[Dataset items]
Segment Open

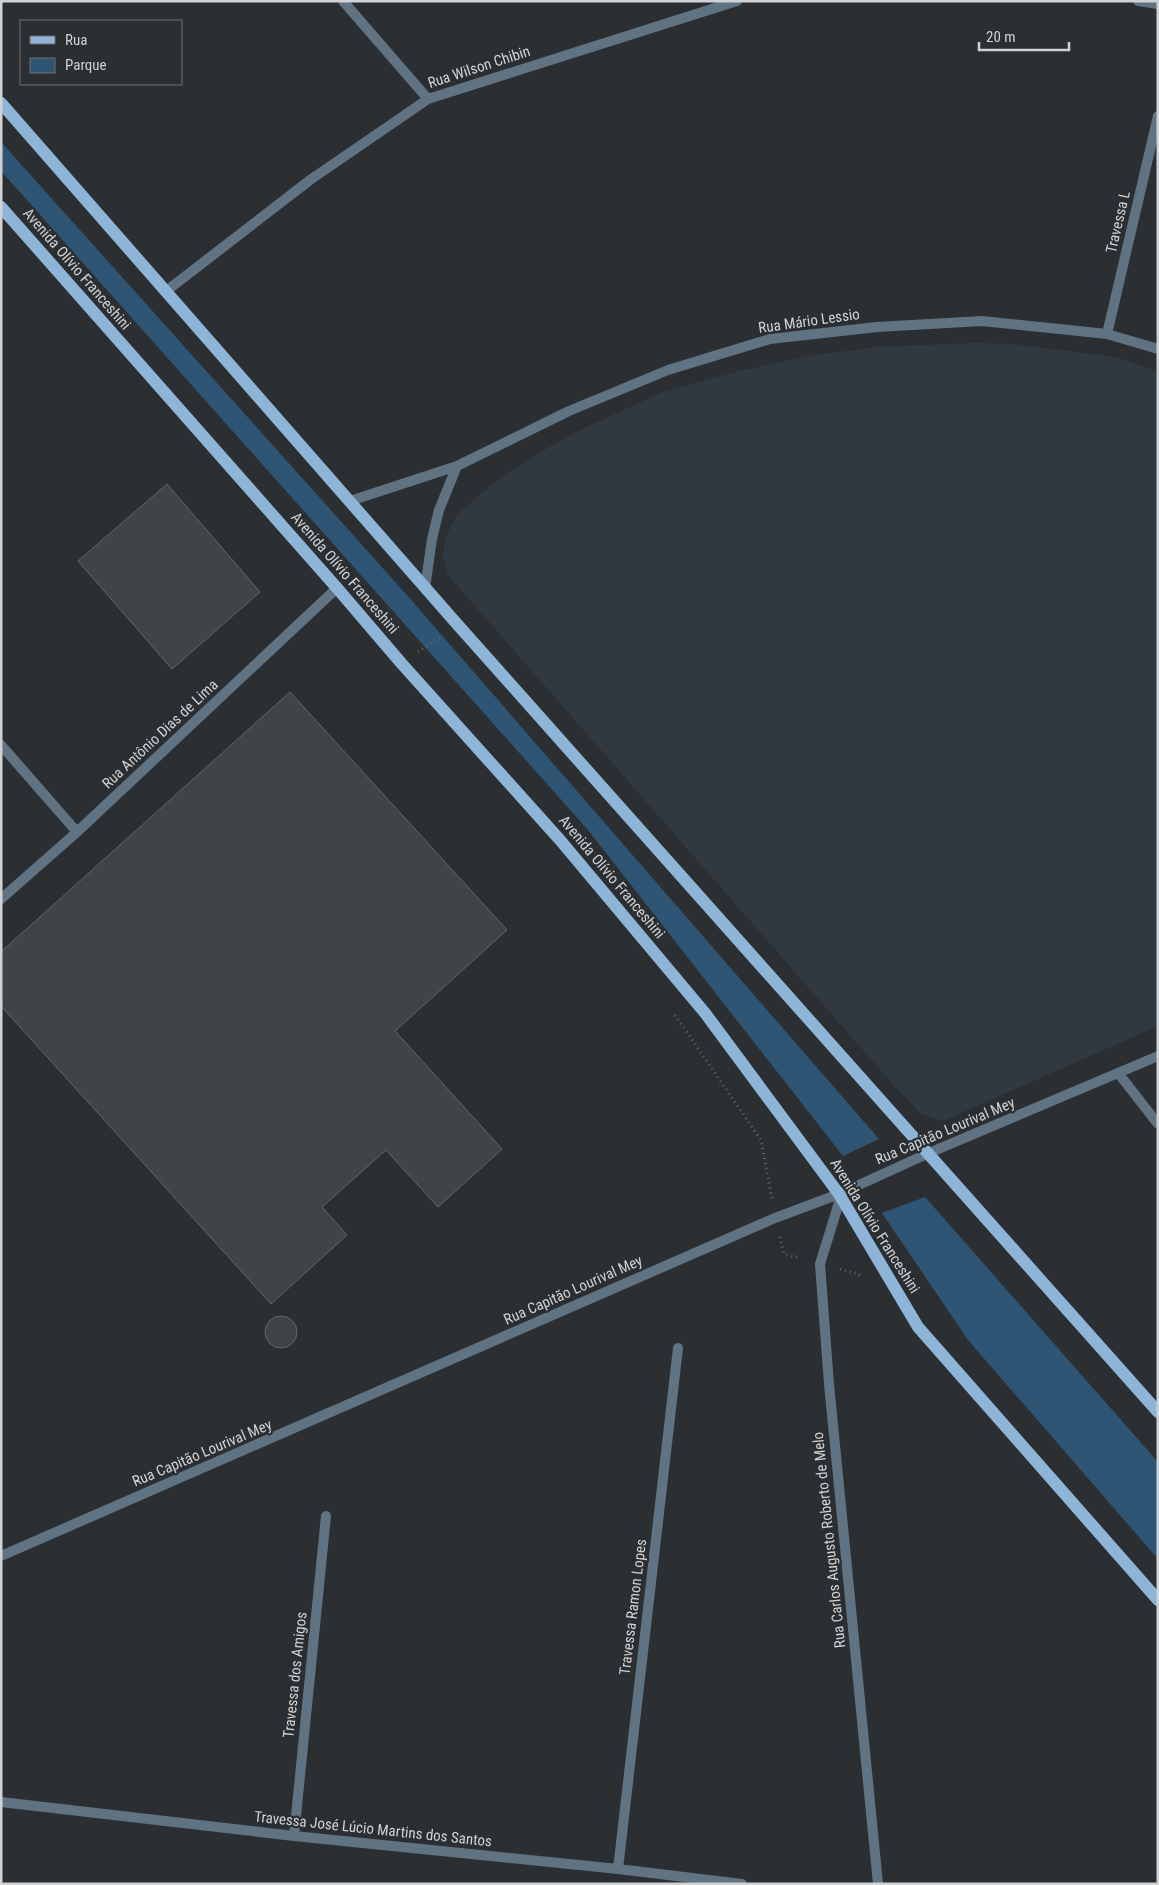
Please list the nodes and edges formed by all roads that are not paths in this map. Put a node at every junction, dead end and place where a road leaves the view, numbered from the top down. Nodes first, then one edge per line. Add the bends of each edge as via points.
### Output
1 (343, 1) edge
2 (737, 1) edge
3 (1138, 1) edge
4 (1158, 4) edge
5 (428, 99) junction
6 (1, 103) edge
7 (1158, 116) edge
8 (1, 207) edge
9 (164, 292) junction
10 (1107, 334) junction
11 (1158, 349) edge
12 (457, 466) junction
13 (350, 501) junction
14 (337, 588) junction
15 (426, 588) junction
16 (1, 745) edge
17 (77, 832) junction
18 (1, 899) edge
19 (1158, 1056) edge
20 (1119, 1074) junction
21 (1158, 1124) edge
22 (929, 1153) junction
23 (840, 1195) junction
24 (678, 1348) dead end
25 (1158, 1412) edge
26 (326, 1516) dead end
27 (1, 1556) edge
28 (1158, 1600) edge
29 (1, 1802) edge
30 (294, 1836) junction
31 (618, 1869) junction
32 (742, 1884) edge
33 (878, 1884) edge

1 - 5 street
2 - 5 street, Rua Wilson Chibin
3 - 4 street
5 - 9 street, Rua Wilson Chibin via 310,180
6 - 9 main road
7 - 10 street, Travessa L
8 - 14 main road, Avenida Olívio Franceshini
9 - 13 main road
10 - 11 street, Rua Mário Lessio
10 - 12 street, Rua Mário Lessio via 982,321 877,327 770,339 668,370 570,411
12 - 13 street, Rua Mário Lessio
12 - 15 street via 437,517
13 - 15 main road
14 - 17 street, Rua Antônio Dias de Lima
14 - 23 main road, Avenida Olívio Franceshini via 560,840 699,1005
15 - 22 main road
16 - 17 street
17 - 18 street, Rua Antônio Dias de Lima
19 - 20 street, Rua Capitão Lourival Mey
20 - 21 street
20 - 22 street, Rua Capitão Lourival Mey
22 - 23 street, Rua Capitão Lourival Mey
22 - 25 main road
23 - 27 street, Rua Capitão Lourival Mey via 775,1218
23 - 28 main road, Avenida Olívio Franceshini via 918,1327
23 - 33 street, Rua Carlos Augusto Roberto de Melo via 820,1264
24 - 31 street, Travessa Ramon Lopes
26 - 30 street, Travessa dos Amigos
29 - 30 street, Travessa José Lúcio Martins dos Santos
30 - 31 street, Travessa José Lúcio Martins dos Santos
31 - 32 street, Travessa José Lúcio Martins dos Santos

Segment Closed

DIRECTIONS FOR THIS TASK:
Scan the data for lines containing "Travessa" and copy all of them.

TASK ANSWER:
7 - 10 street, Travessa L
24 - 31 street, Travessa Ramon Lopes
26 - 30 street, Travessa dos Amigos
29 - 30 street, Travessa José Lúcio Martins dos Santos
30 - 31 street, Travessa José Lúcio Martins dos Santos
31 - 32 street, Travessa José Lúcio Martins dos Santos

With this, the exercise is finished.